WHAT YOU NEED TO DO: Please output each line of the data exactly as it appears.

RECORDS:
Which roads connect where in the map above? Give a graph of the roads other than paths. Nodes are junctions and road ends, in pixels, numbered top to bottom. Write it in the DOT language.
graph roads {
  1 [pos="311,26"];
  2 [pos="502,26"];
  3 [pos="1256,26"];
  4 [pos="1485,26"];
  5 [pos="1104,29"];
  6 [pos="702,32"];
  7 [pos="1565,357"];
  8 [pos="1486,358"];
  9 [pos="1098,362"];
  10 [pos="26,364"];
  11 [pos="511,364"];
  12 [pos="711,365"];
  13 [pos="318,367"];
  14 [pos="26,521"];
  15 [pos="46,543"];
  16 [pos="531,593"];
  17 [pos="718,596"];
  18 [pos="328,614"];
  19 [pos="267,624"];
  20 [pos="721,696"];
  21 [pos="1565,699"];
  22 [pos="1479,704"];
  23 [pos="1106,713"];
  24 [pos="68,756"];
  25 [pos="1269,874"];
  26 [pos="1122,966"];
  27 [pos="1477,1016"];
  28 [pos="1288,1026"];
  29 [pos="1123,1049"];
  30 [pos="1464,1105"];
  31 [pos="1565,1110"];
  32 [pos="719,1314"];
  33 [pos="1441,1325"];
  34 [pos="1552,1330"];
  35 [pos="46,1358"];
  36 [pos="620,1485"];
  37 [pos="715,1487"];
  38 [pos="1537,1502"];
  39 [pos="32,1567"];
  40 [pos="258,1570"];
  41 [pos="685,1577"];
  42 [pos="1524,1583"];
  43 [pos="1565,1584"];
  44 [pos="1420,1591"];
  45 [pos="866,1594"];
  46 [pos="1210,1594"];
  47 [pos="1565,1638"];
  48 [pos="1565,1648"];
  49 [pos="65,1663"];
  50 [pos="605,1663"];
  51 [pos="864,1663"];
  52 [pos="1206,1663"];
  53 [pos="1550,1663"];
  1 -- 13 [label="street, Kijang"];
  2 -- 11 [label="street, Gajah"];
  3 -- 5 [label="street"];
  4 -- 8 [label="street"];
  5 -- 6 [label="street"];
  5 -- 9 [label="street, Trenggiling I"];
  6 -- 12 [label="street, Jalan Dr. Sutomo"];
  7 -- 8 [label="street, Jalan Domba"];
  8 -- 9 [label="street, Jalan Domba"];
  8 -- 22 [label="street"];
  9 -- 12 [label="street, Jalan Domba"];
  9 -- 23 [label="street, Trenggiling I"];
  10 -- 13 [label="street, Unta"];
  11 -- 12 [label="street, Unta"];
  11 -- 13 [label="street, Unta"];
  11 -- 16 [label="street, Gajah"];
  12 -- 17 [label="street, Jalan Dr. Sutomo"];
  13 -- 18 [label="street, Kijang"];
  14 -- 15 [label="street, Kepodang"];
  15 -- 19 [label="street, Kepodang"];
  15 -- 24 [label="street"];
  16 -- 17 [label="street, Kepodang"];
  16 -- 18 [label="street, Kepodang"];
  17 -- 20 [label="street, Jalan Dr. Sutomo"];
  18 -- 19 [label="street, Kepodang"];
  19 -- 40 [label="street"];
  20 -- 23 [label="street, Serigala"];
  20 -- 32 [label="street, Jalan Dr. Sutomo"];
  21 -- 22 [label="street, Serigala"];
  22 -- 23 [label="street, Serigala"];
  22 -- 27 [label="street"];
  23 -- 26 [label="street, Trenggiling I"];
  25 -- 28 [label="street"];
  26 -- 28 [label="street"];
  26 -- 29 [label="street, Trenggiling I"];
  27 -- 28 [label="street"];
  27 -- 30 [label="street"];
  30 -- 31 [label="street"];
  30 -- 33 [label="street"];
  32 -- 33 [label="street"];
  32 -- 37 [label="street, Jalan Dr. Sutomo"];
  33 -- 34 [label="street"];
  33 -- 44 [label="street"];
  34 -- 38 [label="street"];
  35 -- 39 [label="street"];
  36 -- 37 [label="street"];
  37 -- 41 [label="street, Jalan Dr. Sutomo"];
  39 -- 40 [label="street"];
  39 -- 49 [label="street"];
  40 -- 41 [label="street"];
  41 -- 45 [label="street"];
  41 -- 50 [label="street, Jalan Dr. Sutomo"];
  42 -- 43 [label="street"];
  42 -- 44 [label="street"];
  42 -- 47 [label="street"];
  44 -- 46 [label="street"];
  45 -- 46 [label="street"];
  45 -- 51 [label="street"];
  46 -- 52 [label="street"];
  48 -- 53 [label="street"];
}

ANSWER TO THE EXERCISE:
Which roads connect where in the map above? Give a graph of the roads other than paths. Nodes are junctions and road ends, in pixels, numbered top to bottom. Write it in the DOT language.
graph roads {
  1 [pos="311,26"];
  2 [pos="502,26"];
  3 [pos="1256,26"];
  4 [pos="1485,26"];
  5 [pos="1104,29"];
  6 [pos="702,32"];
  7 [pos="1565,357"];
  8 [pos="1486,358"];
  9 [pos="1098,362"];
  10 [pos="26,364"];
  11 [pos="511,364"];
  12 [pos="711,365"];
  13 [pos="318,367"];
  14 [pos="26,521"];
  15 [pos="46,543"];
  16 [pos="531,593"];
  17 [pos="718,596"];
  18 [pos="328,614"];
  19 [pos="267,624"];
  20 [pos="721,696"];
  21 [pos="1565,699"];
  22 [pos="1479,704"];
  23 [pos="1106,713"];
  24 [pos="68,756"];
  25 [pos="1269,874"];
  26 [pos="1122,966"];
  27 [pos="1477,1016"];
  28 [pos="1288,1026"];
  29 [pos="1123,1049"];
  30 [pos="1464,1105"];
  31 [pos="1565,1110"];
  32 [pos="719,1314"];
  33 [pos="1441,1325"];
  34 [pos="1552,1330"];
  35 [pos="46,1358"];
  36 [pos="620,1485"];
  37 [pos="715,1487"];
  38 [pos="1537,1502"];
  39 [pos="32,1567"];
  40 [pos="258,1570"];
  41 [pos="685,1577"];
  42 [pos="1524,1583"];
  43 [pos="1565,1584"];
  44 [pos="1420,1591"];
  45 [pos="866,1594"];
  46 [pos="1210,1594"];
  47 [pos="1565,1638"];
  48 [pos="1565,1648"];
  49 [pos="65,1663"];
  50 [pos="605,1663"];
  51 [pos="864,1663"];
  52 [pos="1206,1663"];
  53 [pos="1550,1663"];
  1 -- 13 [label="street, Kijang"];
  2 -- 11 [label="street, Gajah"];
  3 -- 5 [label="street"];
  4 -- 8 [label="street"];
  5 -- 6 [label="street"];
  5 -- 9 [label="street, Trenggiling I"];
  6 -- 12 [label="street, Jalan Dr. Sutomo"];
  7 -- 8 [label="street, Jalan Domba"];
  8 -- 9 [label="street, Jalan Domba"];
  8 -- 22 [label="street"];
  9 -- 12 [label="street, Jalan Domba"];
  9 -- 23 [label="street, Trenggiling I"];
  10 -- 13 [label="street, Unta"];
  11 -- 12 [label="street, Unta"];
  11 -- 13 [label="street, Unta"];
  11 -- 16 [label="street, Gajah"];
  12 -- 17 [label="street, Jalan Dr. Sutomo"];
  13 -- 18 [label="street, Kijang"];
  14 -- 15 [label="street, Kepodang"];
  15 -- 19 [label="street, Kepodang"];
  15 -- 24 [label="street"];
  16 -- 17 [label="street, Kepodang"];
  16 -- 18 [label="street, Kepodang"];
  17 -- 20 [label="street, Jalan Dr. Sutomo"];
  18 -- 19 [label="street, Kepodang"];
  19 -- 40 [label="street"];
  20 -- 23 [label="street, Serigala"];
  20 -- 32 [label="street, Jalan Dr. Sutomo"];
  21 -- 22 [label="street, Serigala"];
  22 -- 23 [label="street, Serigala"];
  22 -- 27 [label="street"];
  23 -- 26 [label="street, Trenggiling I"];
  25 -- 28 [label="street"];
  26 -- 28 [label="street"];
  26 -- 29 [label="street, Trenggiling I"];
  27 -- 28 [label="street"];
  27 -- 30 [label="street"];
  30 -- 31 [label="street"];
  30 -- 33 [label="street"];
  32 -- 33 [label="street"];
  32 -- 37 [label="street, Jalan Dr. Sutomo"];
  33 -- 34 [label="street"];
  33 -- 44 [label="street"];
  34 -- 38 [label="street"];
  35 -- 39 [label="street"];
  36 -- 37 [label="street"];
  37 -- 41 [label="street, Jalan Dr. Sutomo"];
  39 -- 40 [label="street"];
  39 -- 49 [label="street"];
  40 -- 41 [label="street"];
  41 -- 45 [label="street"];
  41 -- 50 [label="street, Jalan Dr. Sutomo"];
  42 -- 43 [label="street"];
  42 -- 44 [label="street"];
  42 -- 47 [label="street"];
  44 -- 46 [label="street"];
  45 -- 46 [label="street"];
  45 -- 51 [label="street"];
  46 -- 52 [label="street"];
  48 -- 53 [label="street"];
}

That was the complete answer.